Thursday, May 30, 2024

Cindy Ermus named new director of UTSA medical humanities program

Cindy Ermus named new director of UTSA medical humanities program

NOVEMBER 2, 2023 — The UTSA College of Liberal and Fine Arts (COLFA) has appointed Cindy Ermus as the new director of its medical humanities program. Ermus is an assistant professor in the Department of History. With nearly 400 currently enrolled students, the UTSA medical humanities program is one of the largest undergraduate degree programs of its kind in the nation.

Medical humanities faculty, under the direction of Ermus, are developing new opportunities for students to actively engage with the local community to help address pressing medical and health-related issues from a humanistic perspective. These will include new internships and experiential learning opportunities as well as study abroad programs.

“One of my first orders of business will be to increase the visibility of the major and to educate the student body about the many benefits of a bachelor’s degree in the medical humanities,” said Ermus. “Just last week, one of our students shared that every time she responds when someone asks her what her major is, their reaction is, ‘Oh, I’ve never heard of medical humanities.’ I want to help change that, starting right here at UTSA. All in all, this is a very exciting time for the Medical Humanities program and I am eager to help lead it into the future.”

“One of my first orders of business will be to increase the visibility of the major and to educate the student body about the many benefits of a bachelor’s degree in the medical humanities.”

mh-program.pngThe Medical Humanities program at UTSA.

In an effort to expand the reach of the program, Ermus plans on partnering with the Medical Humanities Club at UTSA to plan more student events, talks and socials. She also has plans to help develop a three-day Global Health Symposium in 2024 where the college will invite some of the foremost experts in public health to speak to students. The symposium will also feature the work of medical humanities faculty and students.

The degree has three concentrations: a pre-medicine degree that meets the requirements of American medical and dental schools, a health careers degree that prepares graduates for a wide variety of health-related careers, and a pre-advanced practice provider concentration that prepares students to advanced degrees in medicine such as nurse practitioners.

"Cindy Ermus is an outstanding choice to lead our Medical Humanities program. Her unwavering commitment to interdisciplinary excellence and her extensive expertise in the fields of public health history, the history of medicine and environmental humanities makes her the ideal candidate to shape the future of this program and prepare our students for impactful careers as health professionals in San Antonio, South Texas and the world,” said COLFA Dean Glenn Martinez.

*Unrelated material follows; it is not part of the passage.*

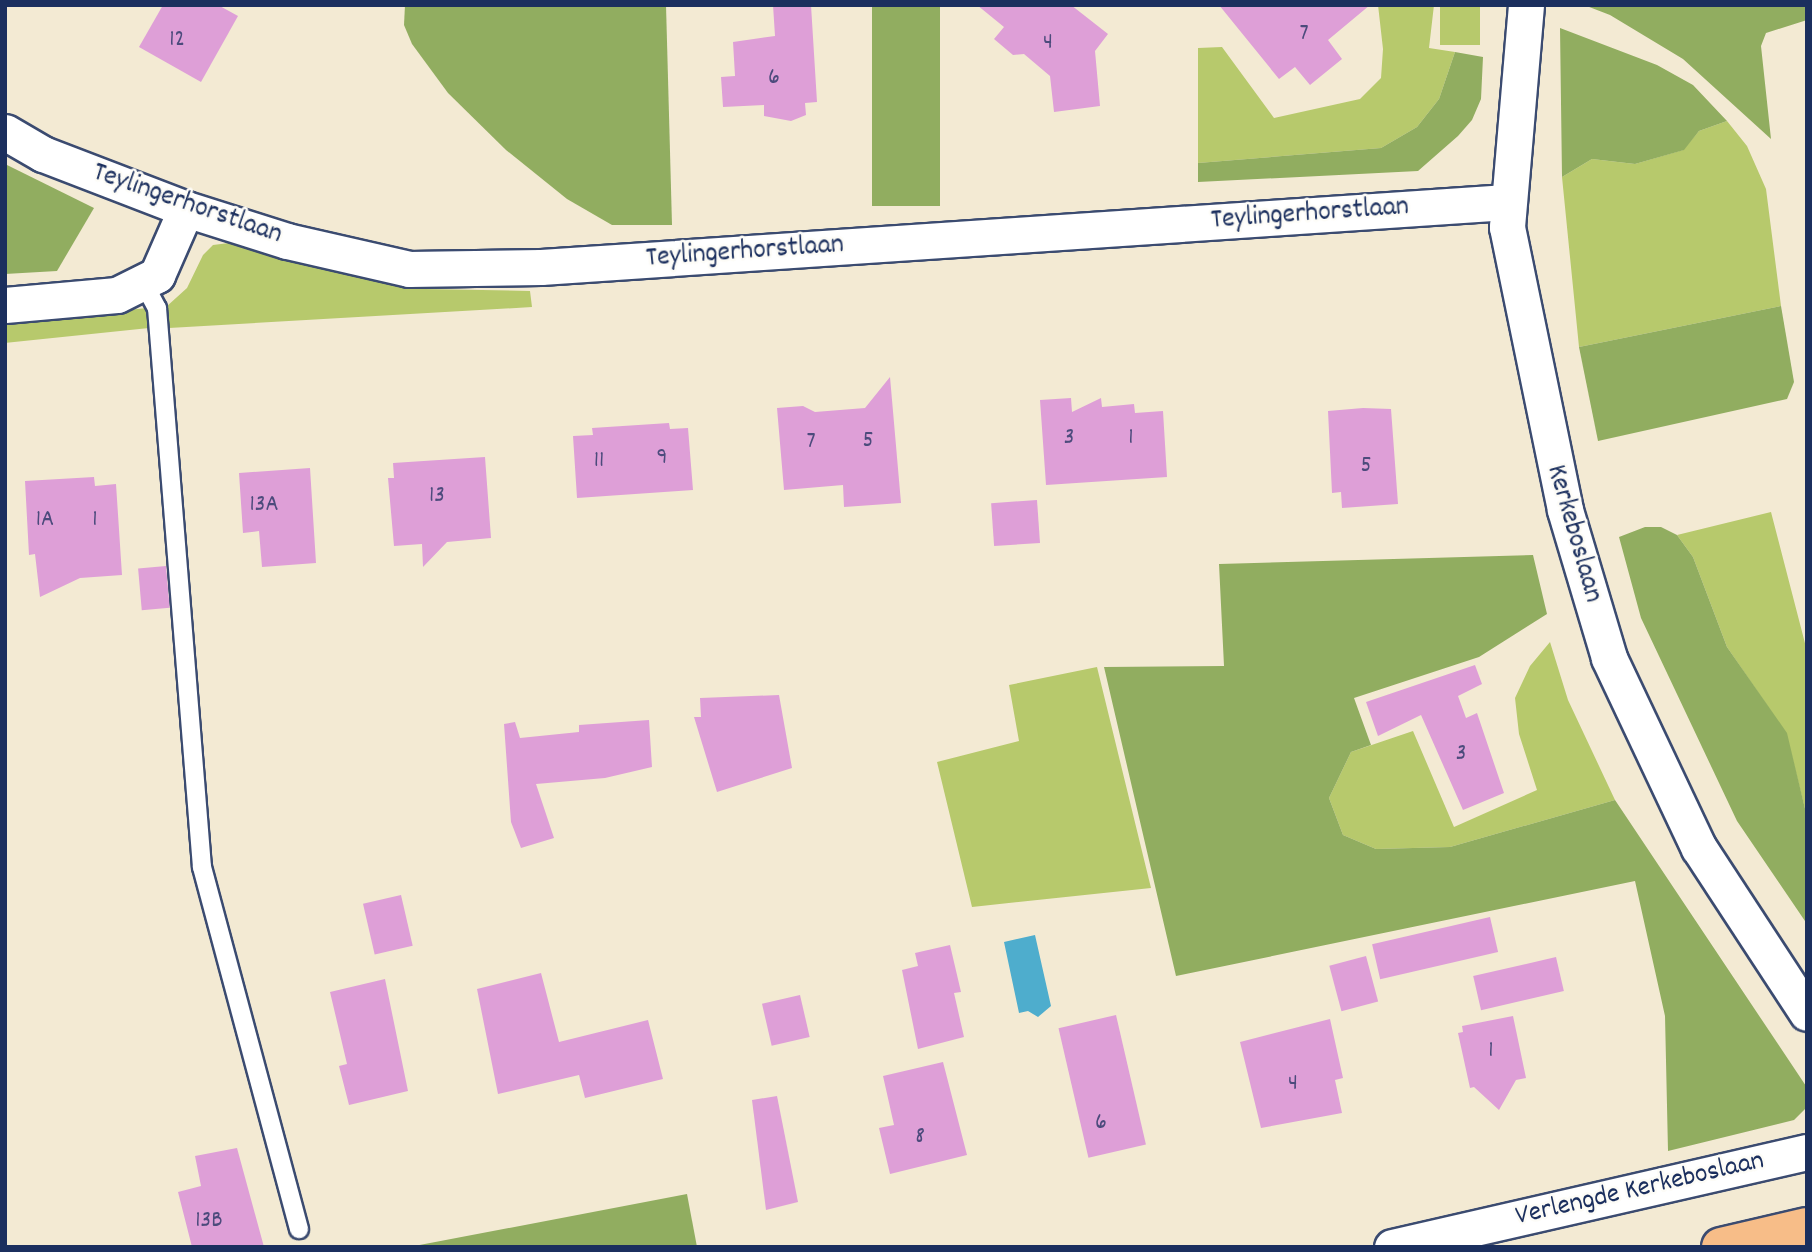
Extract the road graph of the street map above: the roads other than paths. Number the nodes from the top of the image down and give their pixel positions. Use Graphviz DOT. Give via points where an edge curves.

Ermus is the co-founder and co-executive editor to the digital open-source publication Age of Revolutions.

“My work places the history of medicine and public health, especially disease epidemics, in social and cultural contexts, so I make sure to keep up with the relevant literature in the history of medicine, medical/health humanities, life sciences and other related fields,” shared Ermus.

The Bachelor of Arts in medical humanities offers a unique education that stands at the intersection of medicine, health care and the humanities and encompasses fields such as history, literature, philosophy, ethics and the arts. The degree cultivates a holistic view of health care, moving beyond the scientific dimensions, to deeply understand the emotional, social, cultural and ethical facets of medicine.

By engaging with narratives, literature and art, students enhance their communication abilities and develop a heightened sense of empathy, a critical skill for any health care professional.

“A student could go on to be a medical scribe, a patient care coordinator, a health care recruiter, a medical or pharmaceutical sales representative, a medical writer or editor. They could go on to work for nonprofits. There really are so many possibilities,” noted Ermus. “The key is that the soft skills you gain from a humanities program like critical thinking, effective communication, ethical reasoning and understanding diverse perspectives are highly valued in many professions, even if they aren’t directly related to medicine.”

Upon completing this program, UTSA graduates will emerge with a comprehensive grasp of medical history, emphasizing the significance of the physician-patient relationship, and highlighting the essential role of strong social skills in health care.

⇒ Learn more about UTSA’s bachelor’s program in medical humanities.
⇒ Read more about Cindy Ermus and the Department of History.

They also acquire the ability to analyze human factors influencing health and illness, including topics such as aging biology, the psychology of well-being, the societal context of pharmaceutical usage, health care systems, medical sociology and various related subjects. The program’s first cohort of graduates earned their degrees in 2019.

In 2023, COLFA launched the Interdisciplinary School for Engagement (the E-school), which houses the medical humanities program and others such as Latin American Studies and Museum Studies.